Problem → If a line in the data has the string "Chavuma", please show it.

Supplied information →
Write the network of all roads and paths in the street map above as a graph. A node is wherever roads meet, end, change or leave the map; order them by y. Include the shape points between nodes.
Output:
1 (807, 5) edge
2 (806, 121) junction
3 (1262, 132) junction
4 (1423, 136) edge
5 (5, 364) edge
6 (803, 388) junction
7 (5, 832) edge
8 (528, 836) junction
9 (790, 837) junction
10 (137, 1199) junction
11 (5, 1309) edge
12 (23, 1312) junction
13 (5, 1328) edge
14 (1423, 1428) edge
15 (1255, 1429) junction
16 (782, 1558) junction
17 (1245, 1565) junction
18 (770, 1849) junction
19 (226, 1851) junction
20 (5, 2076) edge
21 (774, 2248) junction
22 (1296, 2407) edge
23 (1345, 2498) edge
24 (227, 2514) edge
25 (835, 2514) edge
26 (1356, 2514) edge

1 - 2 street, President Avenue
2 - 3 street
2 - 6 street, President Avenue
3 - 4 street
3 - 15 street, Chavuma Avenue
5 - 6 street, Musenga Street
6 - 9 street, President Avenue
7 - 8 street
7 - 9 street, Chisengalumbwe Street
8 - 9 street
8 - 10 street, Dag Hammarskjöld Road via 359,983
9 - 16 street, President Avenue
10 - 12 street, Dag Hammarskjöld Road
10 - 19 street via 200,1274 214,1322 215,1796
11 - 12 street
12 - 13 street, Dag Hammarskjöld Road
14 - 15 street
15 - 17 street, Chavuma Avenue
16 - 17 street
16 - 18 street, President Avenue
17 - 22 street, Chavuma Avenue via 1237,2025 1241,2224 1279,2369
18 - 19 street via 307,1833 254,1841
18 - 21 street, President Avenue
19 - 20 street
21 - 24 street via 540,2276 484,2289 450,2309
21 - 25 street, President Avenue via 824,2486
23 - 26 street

Completed exercise →
3 - 15 street, Chavuma Avenue
15 - 17 street, Chavuma Avenue
17 - 22 street, Chavuma Avenue via 1237,2025 1241,2224 1279,2369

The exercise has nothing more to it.